■ **PROBLEM DETAILS**:
Could you please reproduce all the records below exactly, leaving out the images?

-----

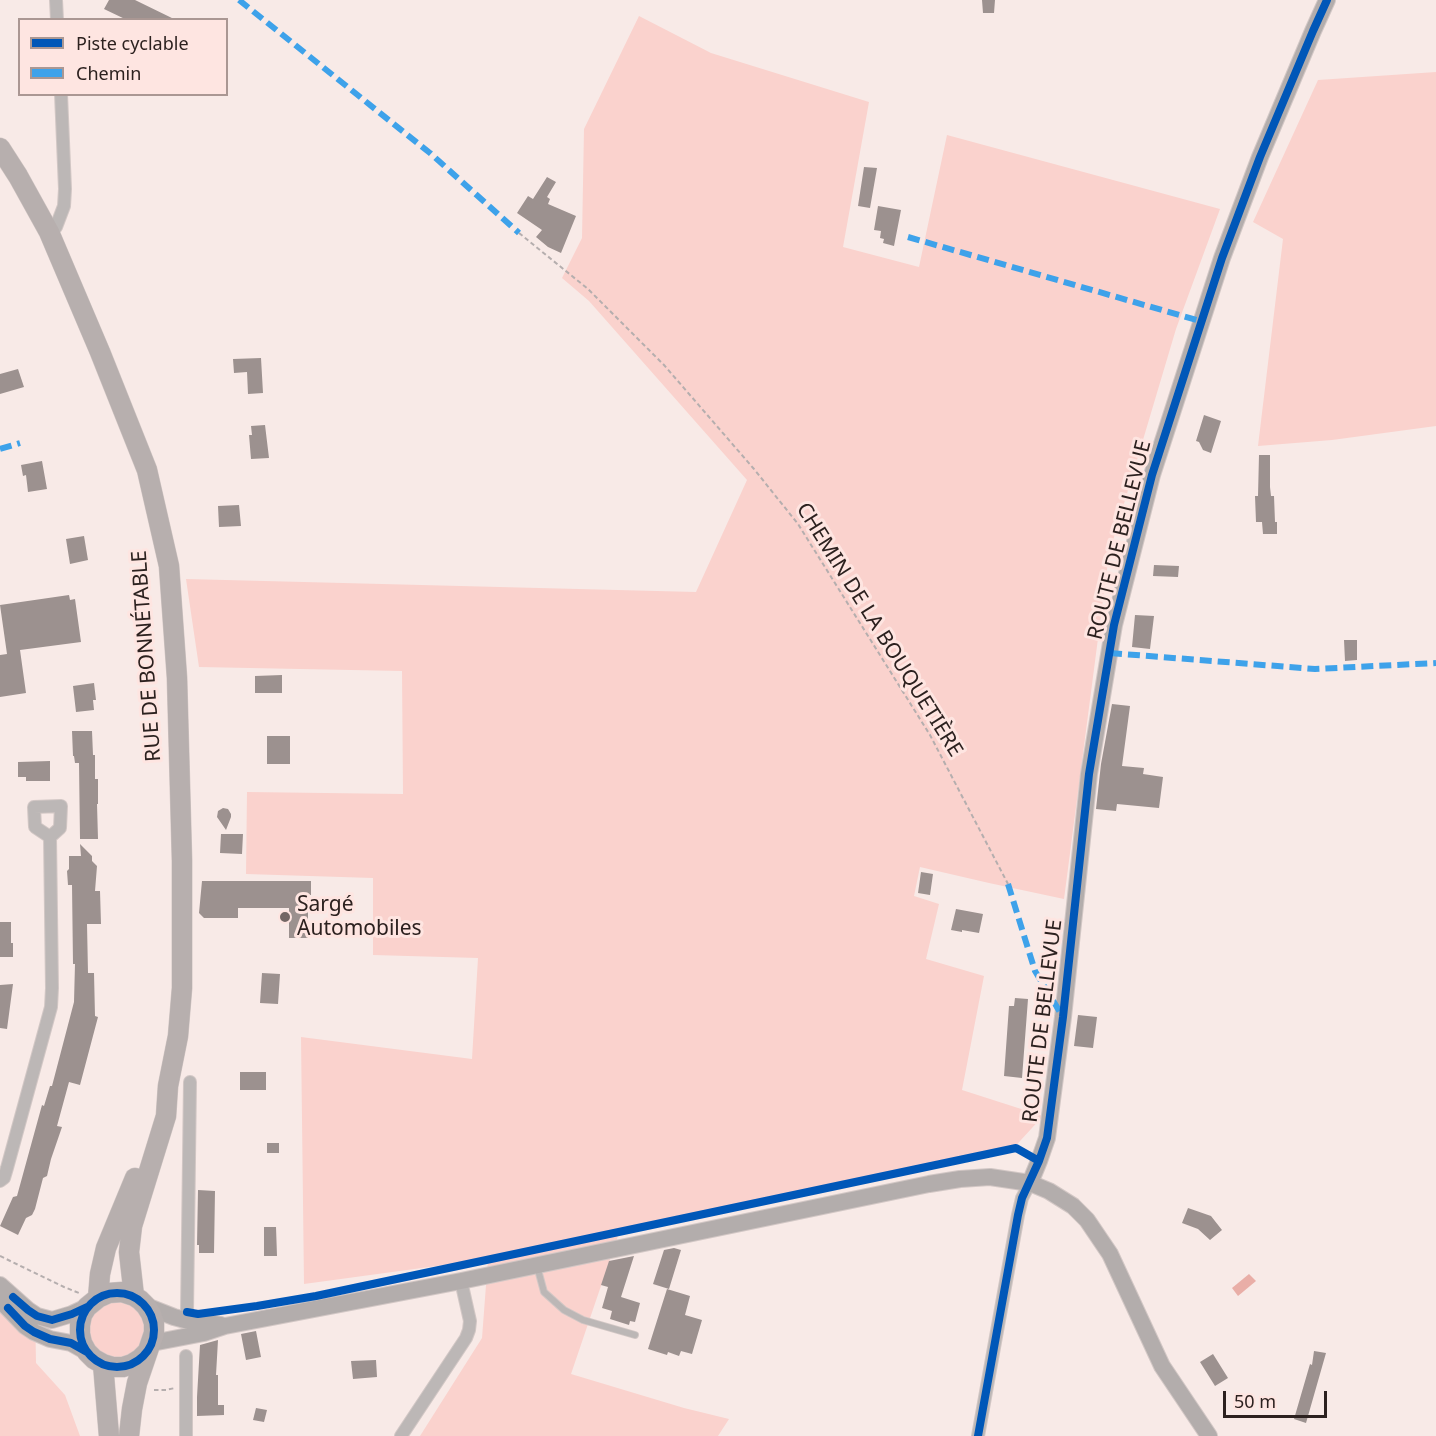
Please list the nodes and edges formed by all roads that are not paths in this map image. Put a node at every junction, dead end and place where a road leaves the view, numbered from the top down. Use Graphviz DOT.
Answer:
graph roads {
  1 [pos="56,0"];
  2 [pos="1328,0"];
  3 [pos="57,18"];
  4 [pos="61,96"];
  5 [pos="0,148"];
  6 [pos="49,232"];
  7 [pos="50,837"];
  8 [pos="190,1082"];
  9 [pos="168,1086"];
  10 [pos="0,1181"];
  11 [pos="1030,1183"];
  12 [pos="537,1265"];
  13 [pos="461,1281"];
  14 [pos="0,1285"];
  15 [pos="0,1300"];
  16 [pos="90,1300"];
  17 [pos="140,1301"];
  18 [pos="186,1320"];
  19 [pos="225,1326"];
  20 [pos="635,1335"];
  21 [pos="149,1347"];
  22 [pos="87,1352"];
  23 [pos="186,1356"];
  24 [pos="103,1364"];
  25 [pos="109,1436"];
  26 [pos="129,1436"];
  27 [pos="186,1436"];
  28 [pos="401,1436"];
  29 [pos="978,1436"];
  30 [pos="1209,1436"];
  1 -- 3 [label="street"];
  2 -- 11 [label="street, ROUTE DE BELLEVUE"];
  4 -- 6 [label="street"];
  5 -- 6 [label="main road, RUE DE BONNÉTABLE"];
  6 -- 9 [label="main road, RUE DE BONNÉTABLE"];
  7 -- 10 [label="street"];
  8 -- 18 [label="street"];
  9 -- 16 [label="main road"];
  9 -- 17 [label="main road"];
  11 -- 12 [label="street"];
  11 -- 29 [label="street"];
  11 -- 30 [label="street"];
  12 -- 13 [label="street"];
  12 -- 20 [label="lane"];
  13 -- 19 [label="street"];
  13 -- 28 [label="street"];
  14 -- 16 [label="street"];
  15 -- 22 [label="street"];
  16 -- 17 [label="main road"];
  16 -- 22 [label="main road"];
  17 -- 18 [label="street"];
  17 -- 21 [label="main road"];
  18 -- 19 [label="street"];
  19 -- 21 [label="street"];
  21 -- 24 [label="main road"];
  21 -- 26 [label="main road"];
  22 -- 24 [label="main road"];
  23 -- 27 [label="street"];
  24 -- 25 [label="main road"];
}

-----

■ **RESPONSE TO THE EXERCISE**:
Please list the nodes and edges formed by all roads that are not paths in this map image. Put a node at every junction, dead end and place where a road leaves the view, numbered from the top down. Use Graphviz DOT.
Answer:
graph roads {
  1 [pos="56,0"];
  2 [pos="1328,0"];
  3 [pos="57,18"];
  4 [pos="61,96"];
  5 [pos="0,148"];
  6 [pos="49,232"];
  7 [pos="50,837"];
  8 [pos="190,1082"];
  9 [pos="168,1086"];
  10 [pos="0,1181"];
  11 [pos="1030,1183"];
  12 [pos="537,1265"];
  13 [pos="461,1281"];
  14 [pos="0,1285"];
  15 [pos="0,1300"];
  16 [pos="90,1300"];
  17 [pos="140,1301"];
  18 [pos="186,1320"];
  19 [pos="225,1326"];
  20 [pos="635,1335"];
  21 [pos="149,1347"];
  22 [pos="87,1352"];
  23 [pos="186,1356"];
  24 [pos="103,1364"];
  25 [pos="109,1436"];
  26 [pos="129,1436"];
  27 [pos="186,1436"];
  28 [pos="401,1436"];
  29 [pos="978,1436"];
  30 [pos="1209,1436"];
  1 -- 3 [label="street"];
  2 -- 11 [label="street, ROUTE DE BELLEVUE"];
  4 -- 6 [label="street"];
  5 -- 6 [label="main road, RUE DE BONNÉTABLE"];
  6 -- 9 [label="main road, RUE DE BONNÉTABLE"];
  7 -- 10 [label="street"];
  8 -- 18 [label="street"];
  9 -- 16 [label="main road"];
  9 -- 17 [label="main road"];
  11 -- 12 [label="street"];
  11 -- 29 [label="street"];
  11 -- 30 [label="street"];
  12 -- 13 [label="street"];
  12 -- 20 [label="lane"];
  13 -- 19 [label="street"];
  13 -- 28 [label="street"];
  14 -- 16 [label="street"];
  15 -- 22 [label="street"];
  16 -- 17 [label="main road"];
  16 -- 22 [label="main road"];
  17 -- 18 [label="street"];
  17 -- 21 [label="main road"];
  18 -- 19 [label="street"];
  19 -- 21 [label="street"];
  21 -- 24 [label="main road"];
  21 -- 26 [label="main road"];
  22 -- 24 [label="main road"];
  23 -- 27 [label="street"];
  24 -- 25 [label="main road"];
}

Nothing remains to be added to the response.